The action in the film centers around the Schulz family. Mr. Schulz works as a train mechanic during the day, and uses his spare time to help workers organize. Schulz’s daughter Gertrud spends her evenings helping her friend Franz distribute socialist literature. Things come to a head when an informer breaks into the Schulz home and locates the socialist pamphlets. Mr. Schulz is sent to prison, but is released less than a year later when this silly law is finally repealed and Otto von Bismarck, the law’s main proponent, is sent packing.

Die Unbesiegbaren

DEFA films from this period are often extremely didactic, and this one’s no exception. In truth, DEFA was just following Hollywood’s lead. Since Hollywood had come under attack as a hotbed of communist revolutionaries, film producers were bending over backwards to demonstrate their patriotism. As a consequence, there was hardly an American film made during that period that didn’t trot out anti-communist sentiments somewhere along the line. One could argue that DEFA was simply following suit. This approach led to a lot of mediocre Hollywood films, and a perception in the West that all East German films were nothing but propaganda. A perception that, sadly, still persists.

The screenplay was written by the film’s director Artur Pohl and DEFA official Heino Brandes. Alongside Wolfgang Staudte and Kurt Maetzig, Pohl was one of DEFA’s go-to guys during its early years (for more on Pohl, see The Bridge). Brandes was hired to oversee DEFA’s short film department, then later moved to the science film section. He worked closely with stage director Hans Rodenberg, who was in charge of DEFA’s feature film unit during the early fifties, and the two of them wrote a treatise on socialist realism in theater and film together.

The cast features some of the best actors from the early years at DEFA. Playing Frau Schulz is Alice Treff, who already had a thriving career in Nazi Germany. She made a few films for DEFA, but primarily worked in West Germany after the war, both as an actress and as a popular voice dubber for American films. As a West German, Treff received flak for portraying the good socialist housewife Mrs. Schulz. Perhaps this is the reason for her strangely uncomfortable demeanor in the final scene at the rally where the socialists celebrate the end of the anti-socialism laws. While everyone else seems happy, Treff’s character looks oddly ill at ease. Or perhaps this was just the filmmaker’s way of letting us know that the battle wasn’t over yet. Treff managed to get past this mini-scandal and continued working in films in West Germany into her nineties. She died in 2003 at the age of 96.

Kleinow und Treff

Playing her husband is Willy A. Kleinau, so memorable as “Mr. Lawson” in The Council of the Gods. Unlike Treff, Kleinau stayed in East Germany, although he did appear in West German productions as well, most notably, The Captain from Köpenick, starring Heinz Rühmann (a popular star in West Germany and during the Third Reich). Kleinau continued to perform in films and on stage until his death following an auto accident in 1957.

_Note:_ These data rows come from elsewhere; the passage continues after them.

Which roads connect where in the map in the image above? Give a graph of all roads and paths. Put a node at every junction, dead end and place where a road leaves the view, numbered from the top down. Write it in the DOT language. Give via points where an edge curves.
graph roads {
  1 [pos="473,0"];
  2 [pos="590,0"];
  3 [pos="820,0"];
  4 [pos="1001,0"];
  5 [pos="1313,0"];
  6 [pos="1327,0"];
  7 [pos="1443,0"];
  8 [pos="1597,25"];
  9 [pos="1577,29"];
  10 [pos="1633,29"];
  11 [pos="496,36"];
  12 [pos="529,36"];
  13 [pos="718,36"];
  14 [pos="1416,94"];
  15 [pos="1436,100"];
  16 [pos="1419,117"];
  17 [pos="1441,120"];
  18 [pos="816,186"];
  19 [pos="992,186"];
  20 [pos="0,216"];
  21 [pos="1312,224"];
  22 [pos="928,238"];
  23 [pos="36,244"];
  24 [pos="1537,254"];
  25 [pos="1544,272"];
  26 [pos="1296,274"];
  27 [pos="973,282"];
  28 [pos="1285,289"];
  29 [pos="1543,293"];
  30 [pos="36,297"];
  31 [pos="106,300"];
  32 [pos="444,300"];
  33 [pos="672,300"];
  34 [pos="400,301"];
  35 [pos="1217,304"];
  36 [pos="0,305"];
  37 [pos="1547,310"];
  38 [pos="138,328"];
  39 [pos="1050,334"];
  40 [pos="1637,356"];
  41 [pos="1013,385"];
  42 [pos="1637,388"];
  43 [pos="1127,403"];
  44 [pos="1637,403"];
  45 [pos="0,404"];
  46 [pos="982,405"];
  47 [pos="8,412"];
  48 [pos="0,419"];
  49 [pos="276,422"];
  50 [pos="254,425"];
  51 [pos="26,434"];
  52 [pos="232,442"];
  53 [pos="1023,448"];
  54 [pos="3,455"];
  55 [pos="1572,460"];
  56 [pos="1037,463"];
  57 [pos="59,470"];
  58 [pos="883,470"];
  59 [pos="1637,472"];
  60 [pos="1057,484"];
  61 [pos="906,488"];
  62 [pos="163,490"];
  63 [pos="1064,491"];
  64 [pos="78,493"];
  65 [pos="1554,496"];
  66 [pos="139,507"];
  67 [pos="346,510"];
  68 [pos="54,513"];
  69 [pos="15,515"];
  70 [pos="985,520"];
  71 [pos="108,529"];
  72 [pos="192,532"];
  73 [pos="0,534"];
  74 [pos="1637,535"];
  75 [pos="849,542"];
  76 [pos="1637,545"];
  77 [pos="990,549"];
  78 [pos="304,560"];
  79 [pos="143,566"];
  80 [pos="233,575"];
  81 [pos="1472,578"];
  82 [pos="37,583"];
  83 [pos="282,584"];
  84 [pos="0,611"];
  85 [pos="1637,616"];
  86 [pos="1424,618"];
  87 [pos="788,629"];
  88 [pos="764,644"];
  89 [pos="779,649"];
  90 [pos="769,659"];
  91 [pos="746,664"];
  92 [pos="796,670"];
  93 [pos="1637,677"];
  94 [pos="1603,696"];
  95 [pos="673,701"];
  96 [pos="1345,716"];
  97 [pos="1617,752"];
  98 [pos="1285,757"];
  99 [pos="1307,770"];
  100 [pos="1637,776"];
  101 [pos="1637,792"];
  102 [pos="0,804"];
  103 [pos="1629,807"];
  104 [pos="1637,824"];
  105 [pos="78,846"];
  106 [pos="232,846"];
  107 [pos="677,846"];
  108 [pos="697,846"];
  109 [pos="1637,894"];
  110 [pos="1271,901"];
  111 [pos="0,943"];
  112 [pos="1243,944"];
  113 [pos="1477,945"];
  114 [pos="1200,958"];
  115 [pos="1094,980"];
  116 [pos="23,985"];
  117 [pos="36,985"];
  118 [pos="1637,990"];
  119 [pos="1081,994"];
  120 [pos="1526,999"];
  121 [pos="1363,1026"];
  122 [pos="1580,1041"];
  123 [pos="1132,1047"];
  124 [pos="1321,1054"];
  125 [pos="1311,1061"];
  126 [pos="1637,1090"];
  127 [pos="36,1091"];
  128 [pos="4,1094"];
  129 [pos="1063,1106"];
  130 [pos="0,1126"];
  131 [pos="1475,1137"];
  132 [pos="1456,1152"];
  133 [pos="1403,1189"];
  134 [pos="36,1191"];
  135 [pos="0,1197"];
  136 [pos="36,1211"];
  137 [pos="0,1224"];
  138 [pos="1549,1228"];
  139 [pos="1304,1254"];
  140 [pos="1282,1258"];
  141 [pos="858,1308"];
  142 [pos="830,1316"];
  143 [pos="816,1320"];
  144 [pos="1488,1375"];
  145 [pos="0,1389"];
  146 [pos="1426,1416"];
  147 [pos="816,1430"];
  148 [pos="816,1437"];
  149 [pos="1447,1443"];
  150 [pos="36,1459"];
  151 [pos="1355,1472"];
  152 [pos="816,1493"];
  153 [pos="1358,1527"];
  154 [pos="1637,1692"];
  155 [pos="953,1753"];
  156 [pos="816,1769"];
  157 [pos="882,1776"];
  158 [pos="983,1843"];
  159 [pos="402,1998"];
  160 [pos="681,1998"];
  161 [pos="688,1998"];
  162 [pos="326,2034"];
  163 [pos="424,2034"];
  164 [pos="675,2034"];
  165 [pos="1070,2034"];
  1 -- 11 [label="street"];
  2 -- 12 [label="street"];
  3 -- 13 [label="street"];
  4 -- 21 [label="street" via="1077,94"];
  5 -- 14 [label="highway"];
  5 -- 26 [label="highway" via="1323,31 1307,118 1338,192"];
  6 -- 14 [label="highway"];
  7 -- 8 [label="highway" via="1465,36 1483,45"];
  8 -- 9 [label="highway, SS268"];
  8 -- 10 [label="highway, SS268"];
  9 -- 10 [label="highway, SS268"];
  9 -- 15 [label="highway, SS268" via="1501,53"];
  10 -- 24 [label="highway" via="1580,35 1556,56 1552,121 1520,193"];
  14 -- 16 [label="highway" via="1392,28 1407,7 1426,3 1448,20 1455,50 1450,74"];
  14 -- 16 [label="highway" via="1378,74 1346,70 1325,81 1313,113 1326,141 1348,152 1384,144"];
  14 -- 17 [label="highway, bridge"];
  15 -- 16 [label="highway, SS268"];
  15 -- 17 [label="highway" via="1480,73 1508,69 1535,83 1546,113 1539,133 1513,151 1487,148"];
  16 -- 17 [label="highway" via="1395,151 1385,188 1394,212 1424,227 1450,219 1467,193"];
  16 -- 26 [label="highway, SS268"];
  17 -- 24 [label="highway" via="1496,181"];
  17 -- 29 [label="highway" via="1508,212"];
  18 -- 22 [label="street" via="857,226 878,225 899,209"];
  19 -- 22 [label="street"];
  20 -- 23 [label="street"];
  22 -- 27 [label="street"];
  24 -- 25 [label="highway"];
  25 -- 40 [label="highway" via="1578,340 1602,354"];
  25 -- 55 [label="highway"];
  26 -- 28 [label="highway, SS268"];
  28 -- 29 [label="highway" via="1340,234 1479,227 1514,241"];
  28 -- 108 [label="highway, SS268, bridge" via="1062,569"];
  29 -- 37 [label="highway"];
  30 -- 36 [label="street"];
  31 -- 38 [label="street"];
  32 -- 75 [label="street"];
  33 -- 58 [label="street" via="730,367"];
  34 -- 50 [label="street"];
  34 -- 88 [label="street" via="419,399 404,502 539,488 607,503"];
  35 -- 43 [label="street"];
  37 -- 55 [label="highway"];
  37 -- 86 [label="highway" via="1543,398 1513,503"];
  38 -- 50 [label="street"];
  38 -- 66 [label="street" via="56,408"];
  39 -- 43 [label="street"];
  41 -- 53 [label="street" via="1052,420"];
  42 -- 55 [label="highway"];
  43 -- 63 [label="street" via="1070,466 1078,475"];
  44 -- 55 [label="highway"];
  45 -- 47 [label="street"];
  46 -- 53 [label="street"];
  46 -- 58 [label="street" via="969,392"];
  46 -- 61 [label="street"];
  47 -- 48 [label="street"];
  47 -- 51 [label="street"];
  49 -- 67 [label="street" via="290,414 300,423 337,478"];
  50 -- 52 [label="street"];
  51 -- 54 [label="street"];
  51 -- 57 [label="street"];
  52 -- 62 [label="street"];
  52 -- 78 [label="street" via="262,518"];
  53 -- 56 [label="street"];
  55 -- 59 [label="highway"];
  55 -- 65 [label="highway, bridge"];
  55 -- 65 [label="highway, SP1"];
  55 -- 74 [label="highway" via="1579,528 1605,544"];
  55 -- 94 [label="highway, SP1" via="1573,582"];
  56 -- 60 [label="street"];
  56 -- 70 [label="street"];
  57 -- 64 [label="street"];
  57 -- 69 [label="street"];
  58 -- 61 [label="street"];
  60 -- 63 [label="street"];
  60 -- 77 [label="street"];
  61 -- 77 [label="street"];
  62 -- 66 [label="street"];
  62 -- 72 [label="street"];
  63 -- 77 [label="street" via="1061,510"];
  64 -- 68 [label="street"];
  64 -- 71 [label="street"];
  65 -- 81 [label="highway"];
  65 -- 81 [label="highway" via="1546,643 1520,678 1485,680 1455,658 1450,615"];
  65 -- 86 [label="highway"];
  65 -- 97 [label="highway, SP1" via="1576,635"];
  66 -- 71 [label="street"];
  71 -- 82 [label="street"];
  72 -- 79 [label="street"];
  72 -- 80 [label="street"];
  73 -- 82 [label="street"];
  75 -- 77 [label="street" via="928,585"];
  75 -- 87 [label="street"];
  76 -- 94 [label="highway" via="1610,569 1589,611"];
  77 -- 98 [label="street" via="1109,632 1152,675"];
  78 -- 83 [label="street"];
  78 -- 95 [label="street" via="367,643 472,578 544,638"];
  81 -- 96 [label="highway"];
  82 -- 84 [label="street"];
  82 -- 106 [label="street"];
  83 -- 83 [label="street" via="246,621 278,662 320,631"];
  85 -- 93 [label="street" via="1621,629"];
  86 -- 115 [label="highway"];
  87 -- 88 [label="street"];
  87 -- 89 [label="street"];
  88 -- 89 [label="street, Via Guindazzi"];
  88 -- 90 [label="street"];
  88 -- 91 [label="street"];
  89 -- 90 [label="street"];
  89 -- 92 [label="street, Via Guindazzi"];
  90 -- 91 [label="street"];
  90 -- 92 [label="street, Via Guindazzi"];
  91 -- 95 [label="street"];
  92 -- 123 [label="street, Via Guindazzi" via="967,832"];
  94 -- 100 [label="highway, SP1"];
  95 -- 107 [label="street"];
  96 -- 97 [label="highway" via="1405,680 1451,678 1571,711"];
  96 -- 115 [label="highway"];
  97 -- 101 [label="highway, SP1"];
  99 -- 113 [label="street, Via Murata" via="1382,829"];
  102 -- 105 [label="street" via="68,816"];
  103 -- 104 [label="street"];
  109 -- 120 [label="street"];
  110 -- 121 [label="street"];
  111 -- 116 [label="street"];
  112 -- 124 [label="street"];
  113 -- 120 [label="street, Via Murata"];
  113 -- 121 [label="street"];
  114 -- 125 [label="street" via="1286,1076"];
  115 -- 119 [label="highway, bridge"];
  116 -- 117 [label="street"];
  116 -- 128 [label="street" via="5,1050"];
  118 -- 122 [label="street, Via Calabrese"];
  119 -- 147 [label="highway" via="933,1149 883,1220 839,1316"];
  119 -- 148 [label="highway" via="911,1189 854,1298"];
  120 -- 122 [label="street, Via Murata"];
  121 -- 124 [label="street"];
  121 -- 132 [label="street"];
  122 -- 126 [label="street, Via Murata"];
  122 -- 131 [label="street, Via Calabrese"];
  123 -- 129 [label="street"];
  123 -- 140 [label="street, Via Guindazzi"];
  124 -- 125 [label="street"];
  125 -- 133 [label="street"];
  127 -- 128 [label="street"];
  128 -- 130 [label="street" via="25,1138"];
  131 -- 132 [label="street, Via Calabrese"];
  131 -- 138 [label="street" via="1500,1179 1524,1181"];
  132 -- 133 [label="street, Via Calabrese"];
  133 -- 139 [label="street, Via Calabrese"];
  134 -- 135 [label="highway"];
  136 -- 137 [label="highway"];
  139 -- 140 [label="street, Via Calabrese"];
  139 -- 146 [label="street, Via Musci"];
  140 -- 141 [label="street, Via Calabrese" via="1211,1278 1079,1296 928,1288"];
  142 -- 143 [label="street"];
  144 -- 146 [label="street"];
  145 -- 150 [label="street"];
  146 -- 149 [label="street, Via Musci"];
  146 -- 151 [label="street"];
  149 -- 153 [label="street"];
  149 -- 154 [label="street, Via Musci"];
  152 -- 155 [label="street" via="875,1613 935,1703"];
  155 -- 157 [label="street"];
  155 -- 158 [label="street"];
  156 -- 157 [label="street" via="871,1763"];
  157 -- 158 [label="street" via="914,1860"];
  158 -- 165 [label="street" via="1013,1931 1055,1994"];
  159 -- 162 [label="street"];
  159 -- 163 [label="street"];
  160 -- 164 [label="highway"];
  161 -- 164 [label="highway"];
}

Werner Peters—who turned in a spectacular performance in The Kaiser’s Lackey—plays the police informer Köppke. Most of Peters’ early films were from DEFA, although his first time in front of the camera was in the West German Rubble Film, Zwischen gestern und morgen (Between Today and Tomorrow). In 1955, Peters left East Germany, settling at first in Düsseldorf, then later in Berlin. Besides his work at DEFA, Peters also starred in some of the better West German films of the fifties, including The Devil Strikes at Night (Nachts, wenn der Teufel kam), Rosemary (Das Mädchen Rosemarie), and Roses for the Prosecutor (Rosen für den Staatsanwalt). He regularly shows up in West Germany Krimis (crime films), and made regular appearances in the Dr. Mabuse and Edgar Wallace films so beloved by West Germans. He also appears in a few U.S. productions, usually as either a Nazi or an evil doctor. You can also spot him doing a turn as an antiques dealer in Dario Argento’s classic Giallo film, The Bird with the Crystal Plumage (L’uccello dalle piume di cristallo).

Appearing as the police captain, is Arno Paulsen, first seen by audiences as the evil Brückner in The Murderers are Among Us. Like Peters, Paulsen starred in several early DEFA productions, but eventually settled in the West. Paulsen worked with Peters again on the West German classic, Rosemary, both playing corrupt, fat-cat capitalists. He became the voice of Oliver Hardy for the German releases of the Laurel and Hardy alongside Walter Bluhm, who had been doing Stan Laurel’s voice since Hollywood stopped attempting to have the duo redo their routines in other languages.1

Youg rebels

Portraying the feisty young Gertrud is Tamara Osske. Primarily a stage actress, Osske only has three film credits to her name. Since her name shows up as part of the cast for a 1980 production of Peer Gynt at the Saarländisches Landestheater, I have to assume she left the GDR at some point after 1960. Also here, playing Wilhelm Liebknecht, is Erwin Geschonneck.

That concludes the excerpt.